Collected data:
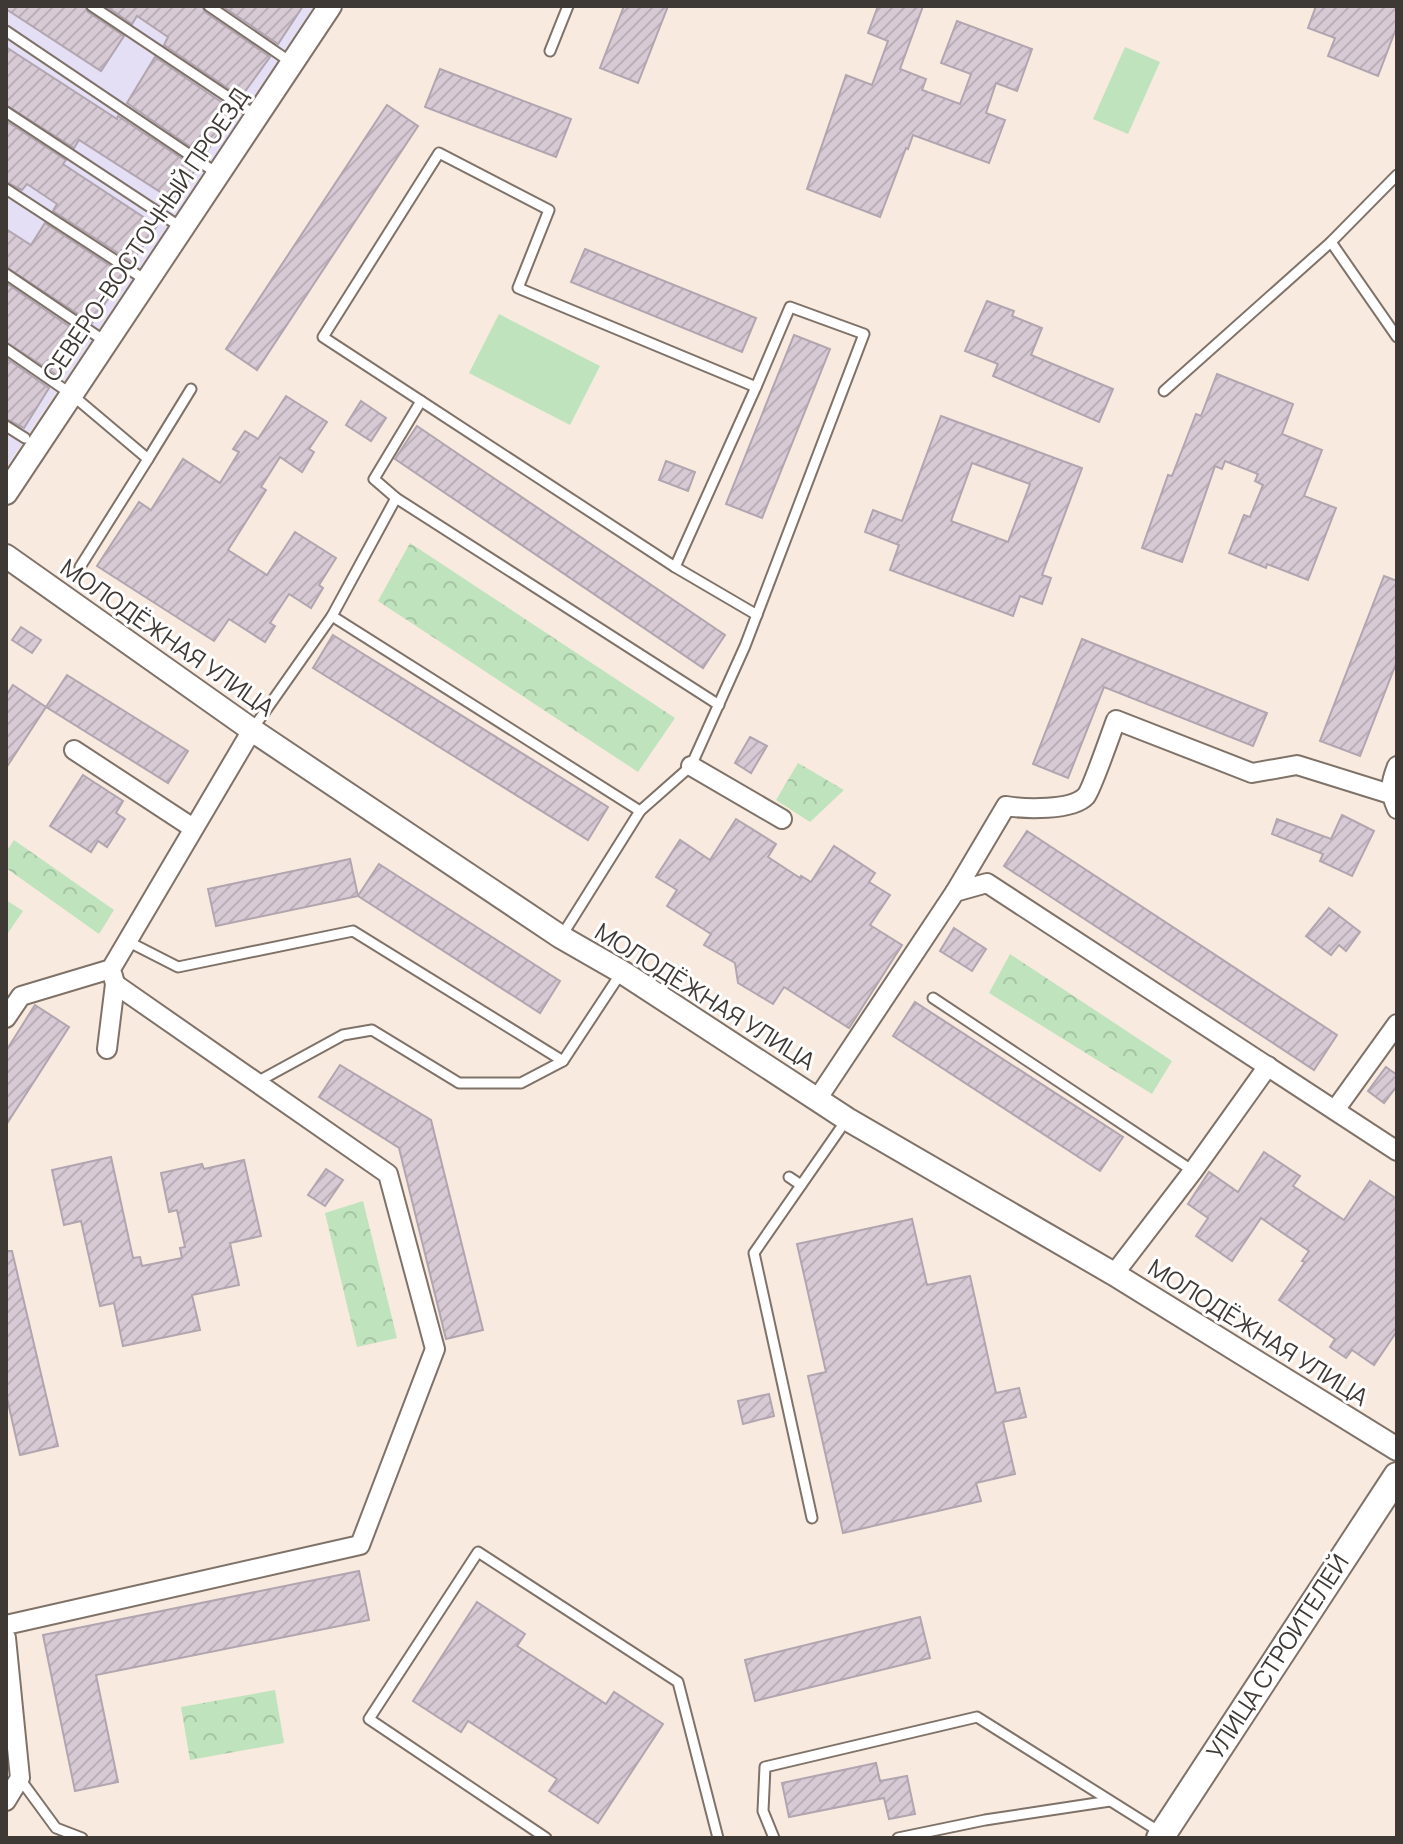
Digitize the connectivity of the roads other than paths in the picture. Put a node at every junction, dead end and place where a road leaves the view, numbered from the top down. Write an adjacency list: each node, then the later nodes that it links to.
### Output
1 (92, 6): 9 (lane)
2 (209, 6): 7 (lane)
3 (330, 6): 7 (street, СЕВЕРО-ВОСТОЧНЫЙ ПРОЕЗД)
4 (568, 6): 6 (lane)
5 (6, 31): 10 (lane)
6 (550, 51)
7 (292, 63): 9 (street, СЕВЕРО-ВОСТОЧНЫЙ ПРОЕЗД)
8 (6, 112): 13 (lane)
9 (256, 116): 10 (street, СЕВЕРО-ВОСТОЧНЫЙ ПРОЕЗД)
10 (218, 174): 13 (street, СЕВЕРО-ВОСТОЧНЫЙ ПРОЕЗД)
11 (1397, 175): 14 (lane)
12 (6, 189): 16 (lane)
13 (182, 228): 16 (street, СЕВЕРО-ВОСТОЧНЫЙ ПРОЕЗД)
14 (1331, 242): 17 (lane); 22 (lane)
15 (6, 274): 18 (lane)
16 (147, 281): 18 (street, СЕВЕРО-ВОСТОЧНЫЙ ПРОЕЗД)
17 (1397, 337)
18 (106, 342): 23 (street, СЕВЕРО-ВОСТОЧНЫЙ ПРОЕЗД)
19 (6, 349): 23 (lane)
20 (756, 387): 24 (lane); 32 (lane); 33 (lane)
21 (191, 389): 27 (lane)
22 (1164, 391)
23 (71, 394): 27 (lane); 28 (street, СЕВЕРО-ВОСТОЧНЫЙ ПРОЕЗД)
24 (421, 401): 29 (lane); 32 (lane)
25 (6, 426): 26 (lane)
26 (25, 438)
27 (148, 459): 31 (lane)
28 (6, 493)
29 (396, 498): 34 (lane); 35 (lane)
30 (6, 556): 36 (street, МОЛОДЁЖНАЯ УЛИЦА)
31 (80, 567)
32 (675, 567): 33 (lane)
33 (757, 615): 35 (lane)
34 (332, 616): 36 (lane); 41 (lane)
35 (719, 705): 38 (lane)
36 (252, 730): 43 (street); 45 (street, МОЛОДЁЖНАЯ УЛИЦА)
37 (74, 750): 43 (street)
38 (691, 766): 41 (lane); 42 (street)
39 (1397, 766): 40 (street)
40 (1394, 802): 44 (street)
41 (640, 811): 45 (lane)
42 (782, 819)
43 (193, 828): 46 (street)
44 (955, 892): 54 (street); 56 (street)
45 (561, 937): 47 (street, МОЛОДЁЖНАЯ УЛИЦА)
46 (127, 941): 48 (street); 53 (lane)
47 (622, 972): 53 (lane); 56 (street, МОЛОДЁЖНАЯ УЛИЦА)
48 (113, 976): 50 (street); 52 (street); 55 (street)
49 (933, 998): 60 (lane)
50 (6, 1018)
51 (1397, 1024): 57 (street)
52 (107, 1049)
53 (563, 1061): 55 (lane)
54 (1268, 1066): 57 (street); 60 (street)
55 (257, 1082): 67 (street)
56 (818, 1098): 58 (street, МОЛОДЁЖНАЯ УЛИЦА)
57 (1335, 1110): 59 (street)
58 (847, 1119): 62 (lane); 63 (street, МОЛОДЁЖНАЯ УЛИЦА)
59 (1397, 1151)
60 (1193, 1171): 63 (street)
61 (789, 1177): 62 (lane)
62 (801, 1185): 66 (lane)
63 (1114, 1274): 64 (street, МОЛОДЁЖНАЯ УЛИЦА)
64 (1397, 1449)
65 (1397, 1476): 73 (main road, УЛИЦА СТРОИТЕЛЕЙ)
66 (812, 1518)
67 (6, 1625)
68 (6, 1638): 69 (street)
69 (9, 1690): 70 (street)
70 (20, 1778): 71 (street); 74 (lane)
71 (6, 1801)
72 (1110, 1801): 73 (lane); 77 (lane); 78 (lane)
73 (1161, 1836)
74 (82, 1838)
75 (546, 1838): 76 (lane)
76 (718, 1838)
77 (774, 1838)
78 (898, 1838)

Task to carry out
Give the number of lines above in which the word "ВОСТОЧНЫЙ" appears, and nothing more.

Result for this exercise
8